Kultur

"Scharf" und "süß" hielten sich die Waage

02.12.2008, — Artikel ausdrucken E-Mail verschicken

Die Latinjazz-Combo Jazz ’n’ Samba und die Sängerin Luze Machado brachten südamerikanische Sounds in den Schlosskeller

NÜRTINGEN. Mit einem neuen Programm begeisterte am Samstagabend das Sextett Jazz ’n’ Samba sein Publikum im Theater im Schlosskeller mit lateinamerikanischen Rhythmen. Sängerin Luze Machado und die fünf Instrumentalisten hinter beziehungsweise neben ihr bezeichnen ihr Repertoire selbst als eine „lebendige Mischung aus pulsierenden Samba-Grooves, melodischen Bossa Novas und jazzigen Improvisationen“. Die so beschriebene Mixtur ließen sich am Samstag rund hundert Zuhörer gliederzuckend und immer wieder zungenschnalzend schmecken.

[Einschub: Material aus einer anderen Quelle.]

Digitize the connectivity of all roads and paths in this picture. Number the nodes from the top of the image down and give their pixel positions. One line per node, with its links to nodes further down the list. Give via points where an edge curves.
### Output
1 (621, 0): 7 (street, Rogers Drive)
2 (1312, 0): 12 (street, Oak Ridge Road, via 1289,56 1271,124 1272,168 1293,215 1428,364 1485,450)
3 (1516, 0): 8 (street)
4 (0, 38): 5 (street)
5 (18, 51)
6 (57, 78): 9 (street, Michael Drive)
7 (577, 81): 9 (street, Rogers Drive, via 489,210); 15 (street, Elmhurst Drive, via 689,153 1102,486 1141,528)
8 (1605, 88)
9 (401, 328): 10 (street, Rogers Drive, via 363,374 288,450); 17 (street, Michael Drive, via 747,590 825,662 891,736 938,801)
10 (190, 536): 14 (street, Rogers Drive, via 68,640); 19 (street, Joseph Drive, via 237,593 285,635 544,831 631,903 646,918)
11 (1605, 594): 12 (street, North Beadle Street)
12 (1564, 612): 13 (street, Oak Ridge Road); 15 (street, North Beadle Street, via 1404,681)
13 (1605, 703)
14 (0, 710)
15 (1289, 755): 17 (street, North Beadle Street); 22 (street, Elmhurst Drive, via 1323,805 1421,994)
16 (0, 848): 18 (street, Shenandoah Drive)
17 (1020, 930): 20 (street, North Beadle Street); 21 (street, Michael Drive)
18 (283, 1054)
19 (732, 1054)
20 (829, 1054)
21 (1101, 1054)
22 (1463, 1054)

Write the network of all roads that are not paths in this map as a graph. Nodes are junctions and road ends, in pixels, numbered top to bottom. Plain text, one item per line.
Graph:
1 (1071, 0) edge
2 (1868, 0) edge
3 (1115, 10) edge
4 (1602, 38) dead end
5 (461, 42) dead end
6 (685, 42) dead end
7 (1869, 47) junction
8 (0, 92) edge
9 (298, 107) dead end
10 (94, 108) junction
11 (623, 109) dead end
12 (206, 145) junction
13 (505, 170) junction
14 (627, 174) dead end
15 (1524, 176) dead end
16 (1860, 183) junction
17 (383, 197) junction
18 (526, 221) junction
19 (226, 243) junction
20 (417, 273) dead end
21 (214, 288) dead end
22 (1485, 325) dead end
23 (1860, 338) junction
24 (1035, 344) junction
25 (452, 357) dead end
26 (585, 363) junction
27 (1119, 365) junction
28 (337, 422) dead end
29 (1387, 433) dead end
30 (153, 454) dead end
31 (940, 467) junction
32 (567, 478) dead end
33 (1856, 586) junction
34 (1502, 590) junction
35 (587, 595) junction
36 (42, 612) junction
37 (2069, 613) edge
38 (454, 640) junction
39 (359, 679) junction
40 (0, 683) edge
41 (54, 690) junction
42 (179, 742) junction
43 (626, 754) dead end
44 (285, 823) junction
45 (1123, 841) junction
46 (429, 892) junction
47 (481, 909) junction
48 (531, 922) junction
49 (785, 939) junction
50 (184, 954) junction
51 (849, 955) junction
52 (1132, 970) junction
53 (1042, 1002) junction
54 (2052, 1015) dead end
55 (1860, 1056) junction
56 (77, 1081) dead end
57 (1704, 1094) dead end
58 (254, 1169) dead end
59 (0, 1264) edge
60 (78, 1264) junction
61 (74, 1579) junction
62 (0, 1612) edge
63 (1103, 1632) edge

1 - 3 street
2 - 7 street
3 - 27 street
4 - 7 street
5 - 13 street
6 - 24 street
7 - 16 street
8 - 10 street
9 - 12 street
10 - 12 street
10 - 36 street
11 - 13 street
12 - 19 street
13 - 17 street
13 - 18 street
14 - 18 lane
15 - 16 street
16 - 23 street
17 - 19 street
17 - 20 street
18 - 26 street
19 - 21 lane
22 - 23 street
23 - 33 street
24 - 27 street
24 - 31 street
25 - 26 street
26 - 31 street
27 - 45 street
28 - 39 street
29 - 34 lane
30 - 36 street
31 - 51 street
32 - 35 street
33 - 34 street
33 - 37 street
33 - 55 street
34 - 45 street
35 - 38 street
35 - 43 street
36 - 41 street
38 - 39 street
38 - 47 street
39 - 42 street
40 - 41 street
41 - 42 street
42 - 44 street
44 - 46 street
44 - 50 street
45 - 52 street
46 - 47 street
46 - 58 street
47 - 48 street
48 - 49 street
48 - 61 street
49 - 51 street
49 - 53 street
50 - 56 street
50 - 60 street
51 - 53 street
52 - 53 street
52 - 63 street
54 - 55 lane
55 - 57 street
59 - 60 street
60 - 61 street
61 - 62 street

Im Falle von Jazz ’n’ Samba ist der Vergleich mit sonst eher im gastronomischen Bereich wahrzunehmenden Äußerungen des verzückten Genusses nicht unbedingt ein hinkender, denn nicht umsonst spricht man im Zusammenhang mit den verschiedenen Tänzen wie Bossa oder Samba auch von „Salsa“ und „Merengue“, wovon das eine eigentlich eine pikante Soße, das andere eine Süßspeise bezeichnet. Auch im Konzert der Nürtinger Jazzband hielten sich „scharf“ und „süß“ in gewisser Weise harmonisch die Waage, wie es Luze Machado mit ihrer bezaubernden Stimme und ihrem mitreißenden Temperament musikalisch deutlich macht, indem sie der doch eher balladesken Samba „Tristeza y Soledad“ (Trauer und Einsamkeit) eine elektrisierende „Alegria“ hinterher ruft.